# WHAT TO WORK ON
Although the records contain pictures, only their text should be repeated, exactly as it stands.

# Collected data
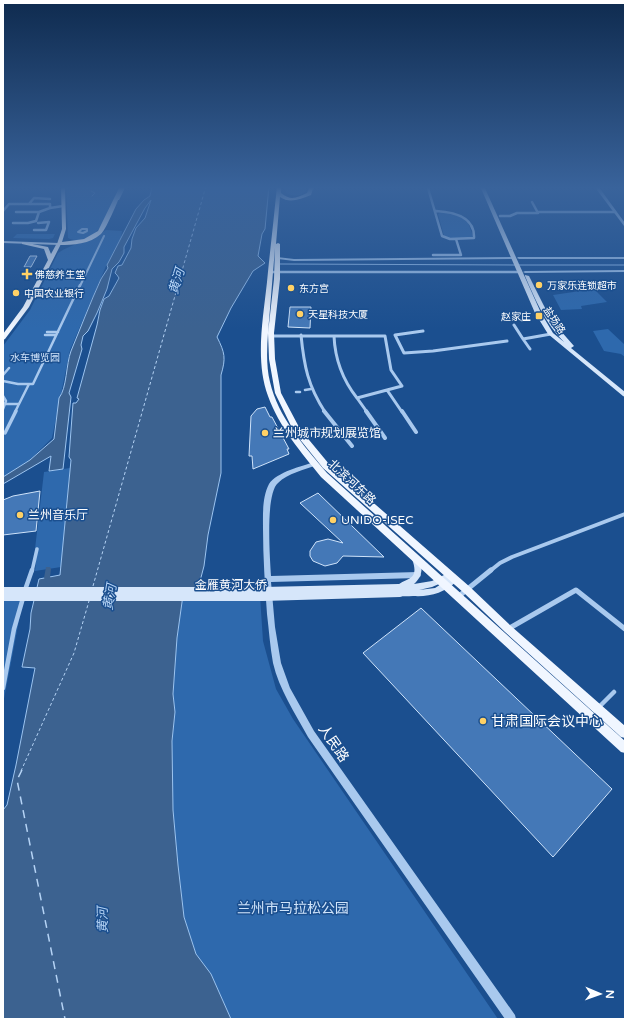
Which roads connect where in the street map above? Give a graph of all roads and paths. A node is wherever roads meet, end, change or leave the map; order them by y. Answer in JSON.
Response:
{"nodes":[{"id":1,"x":62,"y":234,"type":"edge"},
{"id":2,"x":98,"y":234,"type":"edge"},
{"id":3,"x":276,"y":234,"type":"edge"},
{"id":4,"x":280,"y":234,"type":"edge"},
{"id":5,"x":441,"y":234,"type":"edge"},
{"id":6,"x":474,"y":234,"type":"edge"},
{"id":7,"x":505,"y":234,"type":"edge"},
{"id":8,"x":507,"y":234,"type":"edge"},
{"id":9,"x":104,"y":236,"type":"dead end"},
{"id":10,"x":456,"y":239,"type":"junction"},
{"id":11,"x":3,"y":242,"type":"edge"},
{"id":12,"x":24,"y":243,"type":"junction"},
{"id":13,"x":59,"y":244,"type":"junction"},
{"id":14,"x":433,"y":255,"type":"dead end"},
{"id":15,"x":625,"y":258,"type":"edge"},
{"id":16,"x":278,"y":259,"type":"junction"},
{"id":17,"x":517,"y":259,"type":"junction"},
{"id":18,"x":51,"y":260,"type":"junction"},
{"id":19,"x":522,"y":270,"type":"junction"},
{"id":20,"x":273,"y":271,"type":"junction"},
{"id":21,"x":625,"y":272,"type":"edge"},
{"id":22,"x":514,"y":325,"type":"dead end"},
{"id":23,"x":423,"y":331,"type":"dead end"},
{"id":24,"x":46,"y":333,"type":"dead end"},
{"id":25,"x":57,"y":333,"type":"junction"},
{"id":26,"x":551,"y":334,"type":"junction"},
{"id":27,"x":301,"y":335,"type":"junction"},
{"id":28,"x":271,"y":336,"type":"junction"},
{"id":29,"x":334,"y":336,"type":"junction"},
{"id":30,"x":3,"y":338,"type":"edge"},
{"id":31,"x":523,"y":339,"type":"junction"},
{"id":32,"x":507,"y":341,"type":"dead end"},
{"id":33,"x":530,"y":349,"type":"dead end"},
{"id":34,"x":9,"y":368,"type":"dead end"},
{"id":35,"x":3,"y":375,"type":"edge"},
{"id":36,"x":3,"y":381,"type":"edge"},
{"id":37,"x":29,"y":384,"type":"junction"},
{"id":38,"x":311,"y":389,"type":"junction"},
{"id":39,"x":305,"y":390,"type":"dead end"},
{"id":40,"x":386,"y":390,"type":"junction"},
{"id":41,"x":625,"y":390,"type":"edge"},
{"id":42,"x":625,"y":395,"type":"edge"},
{"id":43,"x":3,"y":396,"type":"edge"},
{"id":44,"x":357,"y":398,"type":"junction"},
{"id":45,"x":5,"y":404,"type":"junction"},
{"id":46,"x":19,"y":404,"type":"junction"},
{"id":47,"x":3,"y":409,"type":"edge"},
{"id":48,"x":416,"y":432,"type":"dead end"},
{"id":49,"x":5,"y":433,"type":"dead end"},
{"id":50,"x":385,"y":438,"type":"dead end"},
{"id":51,"x":352,"y":446,"type":"dead end"},
{"id":52,"x":315,"y":464,"type":"junction"},
{"id":53,"x":625,"y":514,"type":"edge"},
{"id":54,"x":37,"y":549,"type":"dead end"},
{"id":55,"x":416,"y":559,"type":"junction"},
{"id":56,"x":418,"y":575,"type":"junction"},
{"id":57,"x":268,"y":580,"type":"junction"},
{"id":58,"x":448,"y":581,"type":"junction"},
{"id":59,"x":399,"y":590,"type":"junction"},
{"id":60,"x":3,"y":591,"type":"edge"},
{"id":61,"x":463,"y":593,"type":"junction"},
{"id":62,"x":3,"y":597,"type":"edge"},
{"id":63,"x":625,"y":629,"type":"edge"},
{"id":64,"x":508,"y":630,"type":"junction"},
{"id":65,"x":3,"y":688,"type":"edge"},
{"id":66,"x":614,"y":692,"type":"dead end"},
{"id":67,"x":597,"y":709,"type":"junction"},
{"id":68,"x":625,"y":733,"type":"edge"},
{"id":69,"x":625,"y":748,"type":"edge"},
{"id":70,"x":511,"y":1019,"type":"edge"}],
"edges":[{"from":1,"to":13,"type":"highway"},
{"from":2,"to":13,"type":"highway"},
{"from":3,"to":20,"type":"main road","name":"北滨河东路"},
{"from":4,"to":16,"type":"main road","name":"北滨河东路"},
{"from":5,"to":10,"type":"street"},
{"from":6,"to":10,"type":"street"},
{"from":7,"to":17,"type":"main road","name":"盐场路"},
{"from":8,"to":17,"type":"main road","name":"盐场路"},
{"from":9,"to":25,"type":"street"},
{"from":10,"to":14,"type":"street"},
{"from":11,"to":12,"type":"main road"},
{"from":12,"to":13,"type":"main road"},
{"from":12,"to":18,"type":"main road"},
{"from":13,"to":18,"type":"main road"},
{"from":15,"to":17,"type":"street"},
{"from":16,"to":17,"type":"street"},
{"from":16,"to":20,"type":"main road","name":"北滨河东路"},
{"from":17,"to":19,"type":"main road","name":"盐场路"},
{"from":18,"to":30,"type":"main road"},
{"from":19,"to":20,"type":"street"},
{"from":19,"to":21,"type":"street"},
{"from":19,"to":26,"type":"main road","name":"盐场路"},
{"from":19,"to":41,"type":"main road","name":"盐场路"},
{"from":20,"to":28,"type":"main road","name":"北滨河东路"},
{"from":20,"to":52,"type":"main road","name":"北滨河东路"},
{"from":22,"to":31,"type":"street"},
{"from":23,"to":32,"type":"street"},
{"from":24,"to":25,"type":"street"},
{"from":25,"to":37,"type":"street"},
{"from":26,"to":31,"type":"street"},
{"from":26,"to":42,"type":"main road","name":"盐场路"},
{"from":27,"to":28,"type":"street"},
{"from":27,"to":29,"type":"street"},
{"from":27,"to":38,"type":"street"},
{"from":28,"to":58,"type":"main road","name":"北滨河东路"},
{"from":29,"to":40,"type":"street"},
{"from":29,"to":44,"type":"street"},
{"from":31,"to":33,"type":"street"},
{"from":34,"to":35,"type":"street"},
{"from":36,"to":37,"type":"street"},
{"from":37,"to":46,"type":"street"},
{"from":38,"to":39,"type":"street"},
{"from":38,"to":51,"type":"street"},
{"from":40,"to":44,"type":"street"},
{"from":40,"to":48,"type":"street"},
{"from":43,"to":45,"type":"street"},
{"from":44,"to":50,"type":"street"},
{"from":45,"to":46,"type":"street"},
{"from":45,"to":47,"type":"street"},
{"from":46,"to":49,"type":"street"},
{"from":52,"to":55,"type":"main road","name":"北滨河东路"},
{"from":52,"to":57,"type":"street","name":"人民路"},
{"from":53,"to":61,"type":"street"},
{"from":54,"to":65,"type":"street"},
{"from":55,"to":56,"type":"main road"},
{"from":55,"to":58,"type":"main road","name":"北滨河东路"},
{"from":56,"to":57,"type":"street"},
{"from":56,"to":59,"type":"main road"},
{"from":57,"to":70,"type":"street","name":"人民路"},
{"from":58,"to":59,"type":"main road","name":"金雁黄河大侨"},
{"from":58,"to":61,"type":"main road","name":"北滨河东路"},
{"from":59,"to":60,"type":"main road","name":"金雁黄河大侨","bridge":true},
{"from":59,"to":62,"type":"main road","name":"金雁黄河大侨","bridge":true},
{"from":61,"to":64,"type":"main road","name":"北滨河东路"},
{"from":61,"to":69,"type":"main road","name":"北滨河东路"},
{"from":63,"to":64,"type":"street"},
{"from":64,"to":67,"type":"main road","name":"北滨河东路"},
{"from":66,"to":67,"type":"street"},
{"from":67,"to":68,"type":"main road","name":"北滨河东路"}]}
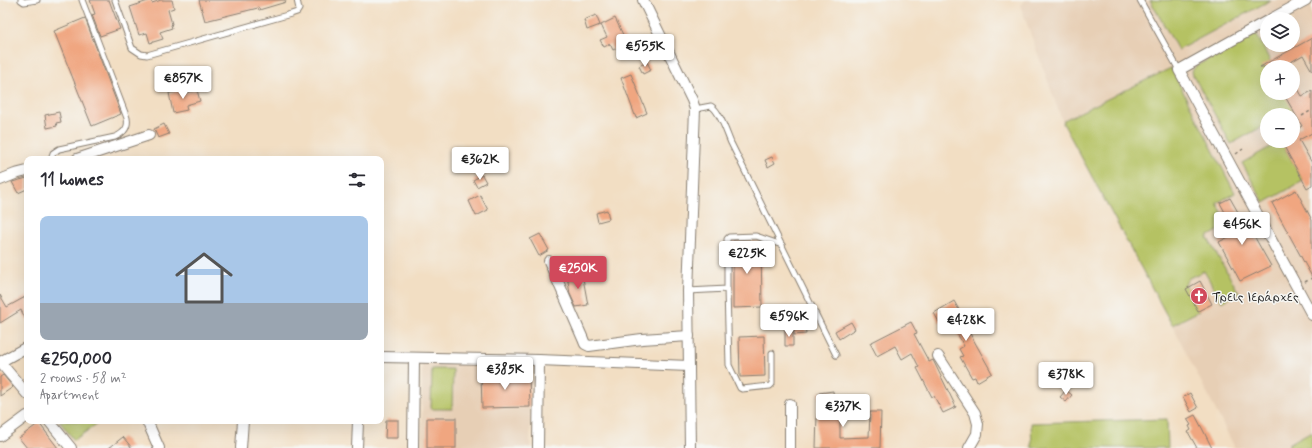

# ANSWER SPACE
Which roads connect where in the street map above? Give a graph of all roads and paths. A node is wherever roads meet, end, change or leave the map; order them by y. Answer in JSON.
Response:
{"nodes":[{"id":1,"x":62,"y":234,"type":"edge"},
{"id":2,"x":98,"y":234,"type":"edge"},
{"id":3,"x":276,"y":234,"type":"edge"},
{"id":4,"x":280,"y":234,"type":"edge"},
{"id":5,"x":441,"y":234,"type":"edge"},
{"id":6,"x":474,"y":234,"type":"edge"},
{"id":7,"x":505,"y":234,"type":"edge"},
{"id":8,"x":507,"y":234,"type":"edge"},
{"id":9,"x":104,"y":236,"type":"dead end"},
{"id":10,"x":456,"y":239,"type":"junction"},
{"id":11,"x":3,"y":242,"type":"edge"},
{"id":12,"x":24,"y":243,"type":"junction"},
{"id":13,"x":59,"y":244,"type":"junction"},
{"id":14,"x":433,"y":255,"type":"dead end"},
{"id":15,"x":625,"y":258,"type":"edge"},
{"id":16,"x":278,"y":259,"type":"junction"},
{"id":17,"x":517,"y":259,"type":"junction"},
{"id":18,"x":51,"y":260,"type":"junction"},
{"id":19,"x":522,"y":270,"type":"junction"},
{"id":20,"x":273,"y":271,"type":"junction"},
{"id":21,"x":625,"y":272,"type":"edge"},
{"id":22,"x":514,"y":325,"type":"dead end"},
{"id":23,"x":423,"y":331,"type":"dead end"},
{"id":24,"x":46,"y":333,"type":"dead end"},
{"id":25,"x":57,"y":333,"type":"junction"},
{"id":26,"x":551,"y":334,"type":"junction"},
{"id":27,"x":301,"y":335,"type":"junction"},
{"id":28,"x":271,"y":336,"type":"junction"},
{"id":29,"x":334,"y":336,"type":"junction"},
{"id":30,"x":3,"y":338,"type":"edge"},
{"id":31,"x":523,"y":339,"type":"junction"},
{"id":32,"x":507,"y":341,"type":"dead end"},
{"id":33,"x":530,"y":349,"type":"dead end"},
{"id":34,"x":9,"y":368,"type":"dead end"},
{"id":35,"x":3,"y":375,"type":"edge"},
{"id":36,"x":3,"y":381,"type":"edge"},
{"id":37,"x":29,"y":384,"type":"junction"},
{"id":38,"x":311,"y":389,"type":"junction"},
{"id":39,"x":305,"y":390,"type":"dead end"},
{"id":40,"x":386,"y":390,"type":"junction"},
{"id":41,"x":625,"y":390,"type":"edge"},
{"id":42,"x":625,"y":395,"type":"edge"},
{"id":43,"x":3,"y":396,"type":"edge"},
{"id":44,"x":357,"y":398,"type":"junction"},
{"id":45,"x":5,"y":404,"type":"junction"},
{"id":46,"x":19,"y":404,"type":"junction"},
{"id":47,"x":3,"y":409,"type":"edge"},
{"id":48,"x":416,"y":432,"type":"dead end"},
{"id":49,"x":5,"y":433,"type":"dead end"},
{"id":50,"x":385,"y":438,"type":"dead end"},
{"id":51,"x":352,"y":446,"type":"dead end"},
{"id":52,"x":315,"y":464,"type":"junction"},
{"id":53,"x":625,"y":514,"type":"edge"},
{"id":54,"x":37,"y":549,"type":"dead end"},
{"id":55,"x":416,"y":559,"type":"junction"},
{"id":56,"x":418,"y":575,"type":"junction"},
{"id":57,"x":268,"y":580,"type":"junction"},
{"id":58,"x":448,"y":581,"type":"junction"},
{"id":59,"x":399,"y":590,"type":"junction"},
{"id":60,"x":3,"y":591,"type":"edge"},
{"id":61,"x":463,"y":593,"type":"junction"},
{"id":62,"x":3,"y":597,"type":"edge"},
{"id":63,"x":625,"y":629,"type":"edge"},
{"id":64,"x":508,"y":630,"type":"junction"},
{"id":65,"x":3,"y":688,"type":"edge"},
{"id":66,"x":614,"y":692,"type":"dead end"},
{"id":67,"x":597,"y":709,"type":"junction"},
{"id":68,"x":625,"y":733,"type":"edge"},
{"id":69,"x":625,"y":748,"type":"edge"},
{"id":70,"x":511,"y":1019,"type":"edge"}],
"edges":[{"from":1,"to":13,"type":"highway"},
{"from":2,"to":13,"type":"highway"},
{"from":3,"to":20,"type":"main road","name":"北滨河东路"},
{"from":4,"to":16,"type":"main road","name":"北滨河东路"},
{"from":5,"to":10,"type":"street"},
{"from":6,"to":10,"type":"street"},
{"from":7,"to":17,"type":"main road","name":"盐场路"},
{"from":8,"to":17,"type":"main road","name":"盐场路"},
{"from":9,"to":25,"type":"street"},
{"from":10,"to":14,"type":"street"},
{"from":11,"to":12,"type":"main road"},
{"from":12,"to":13,"type":"main road"},
{"from":12,"to":18,"type":"main road"},
{"from":13,"to":18,"type":"main road"},
{"from":15,"to":17,"type":"street"},
{"from":16,"to":17,"type":"street"},
{"from":16,"to":20,"type":"main road","name":"北滨河东路"},
{"from":17,"to":19,"type":"main road","name":"盐场路"},
{"from":18,"to":30,"type":"main road"},
{"from":19,"to":20,"type":"street"},
{"from":19,"to":21,"type":"street"},
{"from":19,"to":26,"type":"main road","name":"盐场路"},
{"from":19,"to":41,"type":"main road","name":"盐场路"},
{"from":20,"to":28,"type":"main road","name":"北滨河东路"},
{"from":20,"to":52,"type":"main road","name":"北滨河东路"},
{"from":22,"to":31,"type":"street"},
{"from":23,"to":32,"type":"street"},
{"from":24,"to":25,"type":"street"},
{"from":25,"to":37,"type":"street"},
{"from":26,"to":31,"type":"street"},
{"from":26,"to":42,"type":"main road","name":"盐场路"},
{"from":27,"to":28,"type":"street"},
{"from":27,"to":29,"type":"street"},
{"from":27,"to":38,"type":"street"},
{"from":28,"to":58,"type":"main road","name":"北滨河东路"},
{"from":29,"to":40,"type":"street"},
{"from":29,"to":44,"type":"street"},
{"from":31,"to":33,"type":"street"},
{"from":34,"to":35,"type":"street"},
{"from":36,"to":37,"type":"street"},
{"from":37,"to":46,"type":"street"},
{"from":38,"to":39,"type":"street"},
{"from":38,"to":51,"type":"street"},
{"from":40,"to":44,"type":"street"},
{"from":40,"to":48,"type":"street"},
{"from":43,"to":45,"type":"street"},
{"from":44,"to":50,"type":"street"},
{"from":45,"to":46,"type":"street"},
{"from":45,"to":47,"type":"street"},
{"from":46,"to":49,"type":"street"},
{"from":52,"to":55,"type":"main road","name":"北滨河东路"},
{"from":52,"to":57,"type":"street","name":"人民路"},
{"from":53,"to":61,"type":"street"},
{"from":54,"to":65,"type":"street"},
{"from":55,"to":56,"type":"main road"},
{"from":55,"to":58,"type":"main road","name":"北滨河东路"},
{"from":56,"to":57,"type":"street"},
{"from":56,"to":59,"type":"main road"},
{"from":57,"to":70,"type":"street","name":"人民路"},
{"from":58,"to":59,"type":"main road","name":"金雁黄河大侨"},
{"from":58,"to":61,"type":"main road","name":"北滨河东路"},
{"from":59,"to":60,"type":"main road","name":"金雁黄河大侨","bridge":true},
{"from":59,"to":62,"type":"main road","name":"金雁黄河大侨","bridge":true},
{"from":61,"to":64,"type":"main road","name":"北滨河东路"},
{"from":61,"to":69,"type":"main road","name":"北滨河东路"},
{"from":63,"to":64,"type":"street"},
{"from":64,"to":67,"type":"main road","name":"北滨河东路"},
{"from":66,"to":67,"type":"street"},
{"from":67,"to":68,"type":"main road","name":"北滨河东路"}]}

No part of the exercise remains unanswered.